Visioni

«Il padre d’Italia», una generazione in fuga

«Il padre d’Italia»,  una generazione in fugaIsabella Ragonese

Al cinema In sala il secondo film di Fabio Mollo con la coppia Luca Marinelli e Isabella Ragonese, quasi un romanzo di formazione

Pubblicato più di 7 anni faEdizione del 11 marzo 2017

Un ragazzo gay con voglia di famiglia – lui che non ne ha mai avuta una – una ragazza coi capelli rosa che invece dall’oppressivo famiglione (meridionale e tiranno) è fuggita, ora incinta senza sapere di chi. Massacri della vita, solitudini, sogni messi da parte.
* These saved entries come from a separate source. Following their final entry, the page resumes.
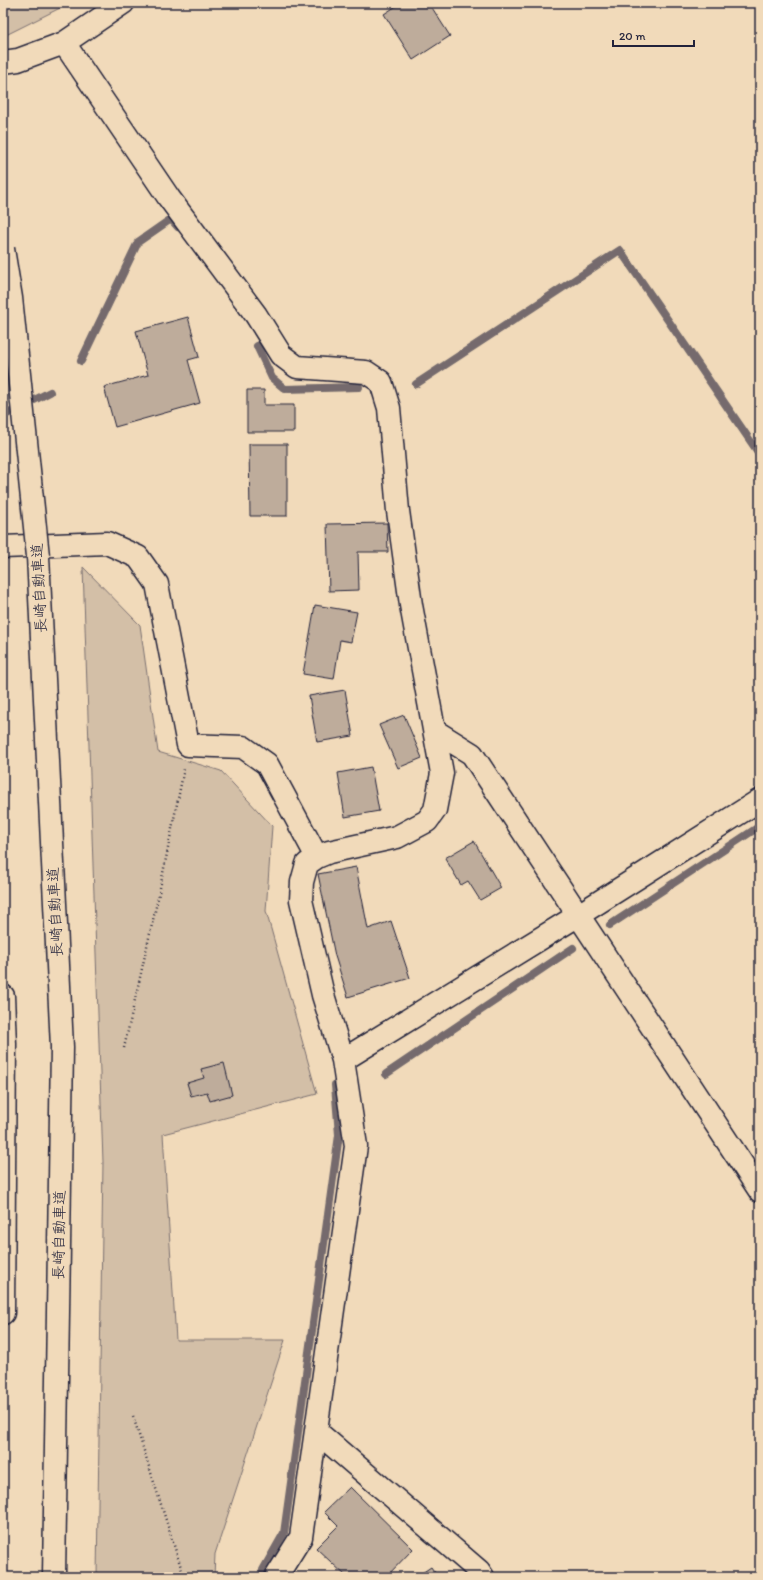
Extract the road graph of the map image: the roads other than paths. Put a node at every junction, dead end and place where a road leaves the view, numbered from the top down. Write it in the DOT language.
graph roads {
  1 [pos="123,3"];
  2 [pos="64,44"];
  3 [pos="3,62"];
  4 [pos="3,249"];
  5 [pos="3,547"];
  6 [pos="435,731"];
  7 [pos="760,800"];
  8 [pos="317,857"];
  9 [pos="578,916"];
  10 [pos="3,996"];
  11 [pos="343,1060"];
  12 [pos="760,1192"];
  13 [pos="3,1312"];
  14 [pos="316,1431"];
  15 [pos="54,1577"];
  16 [pos="276,1577"];
  17 [pos="483,1577"];
  1 -- 2 [label="main road"];
  2 -- 3 [label="main road"];
  2 -- 6 [label="main road"];
  4 -- 15 [label="main road, 長崎自動車道, bridge"];
  5 -- 8 [label="main road"];
  6 -- 8 [label="main road"];
  6 -- 9 [label="main road"];
  7 -- 9 [label="main road"];
  8 -- 11 [label="main road"];
  9 -- 11 [label="main road"];
  9 -- 12 [label="main road"];
  10 -- 13 [label="main road"];
  11 -- 14 [label="main road"];
  14 -- 16 [label="main road"];
  14 -- 17 [label="main road"];
}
Un duetto di attori di classe quali Isabella Ragonese e Luca Marinelli, ammiccamenti al presente e alla sua confusione di sentimenti – e condizioni instabili, l’ambizione di renderlo terreno per avventurarsi nei generi narrativi.

Il padre d’Italia, il secondo film di Fabio Mollo dopo il fortunato Il sud è niente (2013), è un romanzo di formazione e un viaggio (che nel sentire più diffuso spesso coincidono) attraverso l’Italia, da nord, la nebbiosa Torino, a sud, la Calabria dei paesini sospettosi, con tanta musica mentre l’eroina si lancia verso il cielo, e virate alla Xavier Dolan che ingigantiscono le facce dei nuclei familiari da cresima e donne in cucina, e le giravolte di spudoratezza esibita dai due protagonisti.
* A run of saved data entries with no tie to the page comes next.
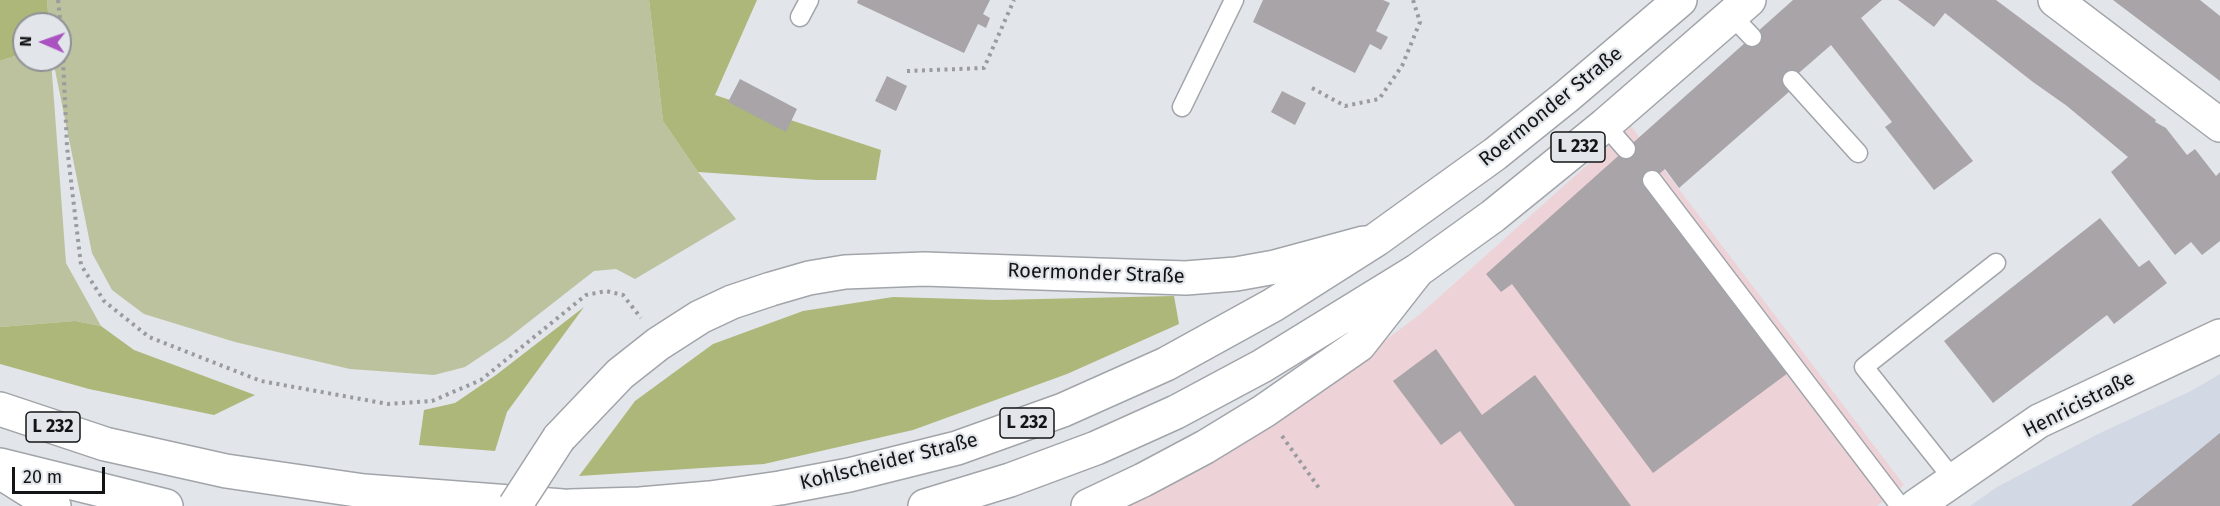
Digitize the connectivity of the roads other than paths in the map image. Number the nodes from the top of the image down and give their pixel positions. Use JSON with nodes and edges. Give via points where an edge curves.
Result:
{"nodes":[{"id":1,"x":809,"y":0,"type":"edge"},
{"id":2,"x":1234,"y":0,"type":"edge"},
{"id":3,"x":1680,"y":0,"type":"edge"},
{"id":4,"x":2055,"y":0,"type":"edge"},
{"id":5,"x":800,"y":17,"type":"dead end"},
{"id":6,"x":1744,"y":18,"type":"edge"},
{"id":7,"x":1792,"y":80,"type":"dead end"},
{"id":8,"x":1182,"y":107,"type":"dead end"},
{"id":9,"x":2220,"y":125,"type":"edge"},
{"id":10,"x":1858,"y":153,"type":"dead end"},
{"id":11,"x":1652,"y":180,"type":"dead end"},
{"id":12,"x":1377,"y":239,"type":"junction"},
{"id":13,"x":1996,"y":263,"type":"dead end"},
{"id":14,"x":1418,"y":270,"type":"junction"},
{"id":15,"x":2220,"y":336,"type":"edge"},
{"id":16,"x":0,"y":410,"type":"edge"},
{"id":17,"x":0,"y":465,"type":"edge"},
{"id":18,"x":0,"y":472,"type":"edge"},
{"id":19,"x":1953,"y":479,"type":"junction"},
{"id":20,"x":54,"y":506,"type":"edge"},
{"id":21,"x":166,"y":506,"type":"edge"},
{"id":22,"x":515,"y":506,"type":"edge"},
{"id":23,"x":563,"y":506,"type":"edge"},
{"id":24,"x":570,"y":506,"type":"edge"},
{"id":25,"x":925,"y":506,"type":"edge"},
{"id":26,"x":1088,"y":506,"type":"edge"},
{"id":27,"x":1900,"y":506,"type":"edge"},
{"id":28,"x":1916,"y":506,"type":"edge"}],
"edges":[{"from":1,"to":5,"type":"lane"},
{"from":2,"to":8,"type":"lane"},
{"from":3,"to":12,"type":"main road","name":"Roermonder Straße","number":"L 232","via":[[1566,98]]},
{"from":4,"to":9,"type":"main road"},
{"from":6,"to":14,"type":"main road","number":"L 232","via":[[1616,137],[1493,216]]},
{"from":7,"to":10,"type":"lane"},
{"from":11,"to":27,"type":"lane"},
{"from":12,"to":22,"type":"main road","name":"Roermonder Straße","bridge":true,"via":[[1275,267],[1186,278],[924,268],[844,272],[780,286],[700,317],[620,374],[559,438]]},
{"from":12,"to":24,"type":"main road","name":"Kohlscheider Straße","number":"L 232","via":[[1273,305],[1166,364],[1063,410],[957,448],[780,488],[663,502]]},
{"from":13,"to":19,"type":"lane","via":[[1864,367]]},
{"from":14,"to":25,"type":"main road","number":"L 232","via":[[1262,366],[1176,412],[1096,448]]},
{"from":14,"to":26,"type":"main road","via":[[1359,345],[1264,411],[1143,480]]},
{"from":15,"to":19,"type":"main road","name":"Henricistraße","via":[[2039,421]]},
{"from":16,"to":23,"type":"main road","number":"L 232","via":[[105,444],[226,471],[364,491]]},
{"from":17,"to":21,"type":"main road","number":"L 232"},
{"from":18,"to":20,"type":"main road"},
{"from":19,"to":28,"type":"main road","name":"Henricistraße"}]}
In filigrana, appunto, tante discussioni attuali, la famiglia e le sue possibili variazioni che coincidono col desdeirio più che con la «regola», l’essenza fragile di una generazione trentenne di cui i due personaggi, Mia (Ragonese) e Paolo (Marinelli) incarnano la versione estremizzata.

Gli intenti però, quel tanto di «programmatico» che molte sceneggiature italiane, non risparmia questa saturando le immagini e il movimento narrativo. Se Mollo si fosse lasciato andare maggiormente ai suoi personaggi senza riempirli di riferimenti forse gli avrebbe permesso di essere più liberi. Come al suo film.